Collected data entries
Content starts

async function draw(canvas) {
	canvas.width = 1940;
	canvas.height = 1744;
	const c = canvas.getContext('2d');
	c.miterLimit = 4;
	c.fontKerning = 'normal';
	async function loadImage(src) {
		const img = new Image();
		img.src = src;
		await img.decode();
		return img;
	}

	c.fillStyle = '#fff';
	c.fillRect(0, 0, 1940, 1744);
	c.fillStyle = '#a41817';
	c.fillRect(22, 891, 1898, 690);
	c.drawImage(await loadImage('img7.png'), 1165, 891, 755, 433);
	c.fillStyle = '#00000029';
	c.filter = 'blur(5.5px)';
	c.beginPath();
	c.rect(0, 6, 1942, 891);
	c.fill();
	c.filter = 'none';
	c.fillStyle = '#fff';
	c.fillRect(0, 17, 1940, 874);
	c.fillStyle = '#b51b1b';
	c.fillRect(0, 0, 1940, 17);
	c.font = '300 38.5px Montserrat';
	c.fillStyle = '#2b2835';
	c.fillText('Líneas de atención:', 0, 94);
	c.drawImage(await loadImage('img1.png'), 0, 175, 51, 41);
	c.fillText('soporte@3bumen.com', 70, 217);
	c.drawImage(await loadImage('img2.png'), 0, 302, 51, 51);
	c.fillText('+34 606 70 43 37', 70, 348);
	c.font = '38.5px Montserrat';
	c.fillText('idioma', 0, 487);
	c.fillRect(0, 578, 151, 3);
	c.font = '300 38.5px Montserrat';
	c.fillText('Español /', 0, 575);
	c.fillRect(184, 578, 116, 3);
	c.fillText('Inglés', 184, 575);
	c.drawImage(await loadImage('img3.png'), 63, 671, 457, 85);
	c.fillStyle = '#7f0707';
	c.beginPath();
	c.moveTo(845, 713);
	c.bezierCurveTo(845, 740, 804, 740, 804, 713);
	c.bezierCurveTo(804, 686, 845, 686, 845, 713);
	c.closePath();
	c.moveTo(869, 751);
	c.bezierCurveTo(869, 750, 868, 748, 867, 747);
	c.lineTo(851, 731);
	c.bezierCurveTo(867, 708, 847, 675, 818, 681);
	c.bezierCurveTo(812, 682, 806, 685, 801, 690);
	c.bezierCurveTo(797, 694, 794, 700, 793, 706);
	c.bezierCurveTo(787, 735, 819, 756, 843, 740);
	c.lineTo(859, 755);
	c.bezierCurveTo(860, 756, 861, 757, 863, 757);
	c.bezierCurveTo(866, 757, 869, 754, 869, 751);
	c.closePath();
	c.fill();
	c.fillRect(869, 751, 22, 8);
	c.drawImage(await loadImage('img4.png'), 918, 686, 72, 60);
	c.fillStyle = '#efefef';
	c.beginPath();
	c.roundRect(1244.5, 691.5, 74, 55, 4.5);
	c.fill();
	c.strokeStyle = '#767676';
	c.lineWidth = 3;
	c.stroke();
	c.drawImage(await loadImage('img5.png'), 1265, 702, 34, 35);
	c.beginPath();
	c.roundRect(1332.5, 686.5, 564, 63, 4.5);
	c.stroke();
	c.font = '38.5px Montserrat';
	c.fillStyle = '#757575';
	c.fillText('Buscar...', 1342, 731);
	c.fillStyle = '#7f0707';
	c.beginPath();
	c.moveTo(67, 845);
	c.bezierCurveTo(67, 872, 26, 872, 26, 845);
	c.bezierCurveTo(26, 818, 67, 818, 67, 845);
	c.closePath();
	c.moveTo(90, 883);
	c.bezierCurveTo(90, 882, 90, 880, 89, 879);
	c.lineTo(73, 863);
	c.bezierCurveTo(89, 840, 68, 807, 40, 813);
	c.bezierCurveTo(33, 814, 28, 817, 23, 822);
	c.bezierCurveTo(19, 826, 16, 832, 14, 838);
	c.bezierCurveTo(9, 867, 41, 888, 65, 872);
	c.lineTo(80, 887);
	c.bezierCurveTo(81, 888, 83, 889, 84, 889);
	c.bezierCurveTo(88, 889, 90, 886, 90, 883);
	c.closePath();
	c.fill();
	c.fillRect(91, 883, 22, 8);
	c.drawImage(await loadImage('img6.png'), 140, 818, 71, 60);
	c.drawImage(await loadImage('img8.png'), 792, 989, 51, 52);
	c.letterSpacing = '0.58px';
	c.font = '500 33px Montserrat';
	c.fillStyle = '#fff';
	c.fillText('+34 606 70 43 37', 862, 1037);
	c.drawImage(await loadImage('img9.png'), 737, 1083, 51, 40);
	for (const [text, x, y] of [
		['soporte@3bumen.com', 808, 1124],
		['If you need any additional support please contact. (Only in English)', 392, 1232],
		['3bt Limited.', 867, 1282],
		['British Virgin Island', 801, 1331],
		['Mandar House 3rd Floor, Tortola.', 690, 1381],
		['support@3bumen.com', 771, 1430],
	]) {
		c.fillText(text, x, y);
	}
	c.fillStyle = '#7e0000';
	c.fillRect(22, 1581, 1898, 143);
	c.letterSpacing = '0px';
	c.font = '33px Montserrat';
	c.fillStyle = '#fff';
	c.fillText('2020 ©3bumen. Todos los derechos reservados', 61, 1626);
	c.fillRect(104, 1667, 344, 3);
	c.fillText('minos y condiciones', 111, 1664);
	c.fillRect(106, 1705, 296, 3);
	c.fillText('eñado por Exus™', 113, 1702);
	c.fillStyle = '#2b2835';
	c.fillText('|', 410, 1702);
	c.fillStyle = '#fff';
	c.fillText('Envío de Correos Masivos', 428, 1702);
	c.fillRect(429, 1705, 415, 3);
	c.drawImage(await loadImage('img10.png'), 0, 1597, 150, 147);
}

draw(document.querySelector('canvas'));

Content ends
Content starts

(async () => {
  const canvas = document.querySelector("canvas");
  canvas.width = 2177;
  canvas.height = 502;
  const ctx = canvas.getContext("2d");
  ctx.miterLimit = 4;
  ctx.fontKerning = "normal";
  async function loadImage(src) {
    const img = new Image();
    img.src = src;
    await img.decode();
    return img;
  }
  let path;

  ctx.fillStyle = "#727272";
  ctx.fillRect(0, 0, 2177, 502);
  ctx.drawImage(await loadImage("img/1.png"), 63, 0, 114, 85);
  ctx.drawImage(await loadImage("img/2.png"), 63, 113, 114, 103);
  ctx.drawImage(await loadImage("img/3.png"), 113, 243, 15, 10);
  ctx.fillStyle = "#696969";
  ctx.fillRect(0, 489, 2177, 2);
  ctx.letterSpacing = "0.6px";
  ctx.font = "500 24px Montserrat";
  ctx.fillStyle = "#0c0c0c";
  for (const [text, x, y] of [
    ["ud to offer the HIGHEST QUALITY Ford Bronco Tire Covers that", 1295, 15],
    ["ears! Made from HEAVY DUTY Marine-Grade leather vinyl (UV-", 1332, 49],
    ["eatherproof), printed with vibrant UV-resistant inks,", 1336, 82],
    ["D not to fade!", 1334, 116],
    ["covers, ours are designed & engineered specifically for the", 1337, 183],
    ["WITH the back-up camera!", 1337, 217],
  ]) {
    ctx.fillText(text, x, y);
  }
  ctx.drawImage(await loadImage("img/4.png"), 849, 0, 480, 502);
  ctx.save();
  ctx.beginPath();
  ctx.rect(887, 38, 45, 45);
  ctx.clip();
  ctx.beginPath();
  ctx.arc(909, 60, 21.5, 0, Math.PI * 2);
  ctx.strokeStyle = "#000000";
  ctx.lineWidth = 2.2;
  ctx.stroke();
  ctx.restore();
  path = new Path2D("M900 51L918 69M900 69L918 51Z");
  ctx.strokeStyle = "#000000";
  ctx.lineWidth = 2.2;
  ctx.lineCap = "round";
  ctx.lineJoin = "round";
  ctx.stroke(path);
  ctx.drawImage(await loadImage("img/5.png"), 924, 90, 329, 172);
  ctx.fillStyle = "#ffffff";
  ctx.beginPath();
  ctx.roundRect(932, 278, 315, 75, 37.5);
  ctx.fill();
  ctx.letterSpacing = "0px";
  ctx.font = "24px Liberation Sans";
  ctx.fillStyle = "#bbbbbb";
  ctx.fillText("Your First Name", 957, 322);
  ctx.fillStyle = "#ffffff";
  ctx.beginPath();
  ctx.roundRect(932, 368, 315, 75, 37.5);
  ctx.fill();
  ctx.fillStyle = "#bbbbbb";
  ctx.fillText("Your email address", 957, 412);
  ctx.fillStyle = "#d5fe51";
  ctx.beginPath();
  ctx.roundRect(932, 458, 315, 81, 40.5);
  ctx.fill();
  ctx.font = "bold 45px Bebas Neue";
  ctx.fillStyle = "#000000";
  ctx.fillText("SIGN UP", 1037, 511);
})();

Content ends

**What is needed:** Proceeding from the line containing "c.filter = 'blur(5.5px)';" through the line containing "c.fillText('Español /', 0, 575);", transcribe the lines above exactly, both end lines included.

**Exercise result:**
	c.filter = 'blur(5.5px)';
	c.beginPath();
	c.rect(0, 6, 1942, 891);
	c.fill();
	c.filter = 'none';
	c.fillStyle = '#fff';
	c.fillRect(0, 17, 1940, 874);
	c.fillStyle = '#b51b1b';
	c.fillRect(0, 0, 1940, 17);
	c.font = '300 38.5px Montserrat';
	c.fillStyle = '#2b2835';
	c.fillText('Líneas de atención:', 0, 94);
	c.drawImage(await loadImage('img1.png'), 0, 175, 51, 41);
	c.fillText('soporte@3bumen.com', 70, 217);
	c.drawImage(await loadImage('img2.png'), 0, 302, 51, 51);
	c.fillText('+34 606 70 43 37', 70, 348);
	c.font = '38.5px Montserrat';
	c.fillText('idioma', 0, 487);
	c.fillRect(0, 578, 151, 3);
	c.font = '300 38.5px Montserrat';
	c.fillText('Español /', 0, 575);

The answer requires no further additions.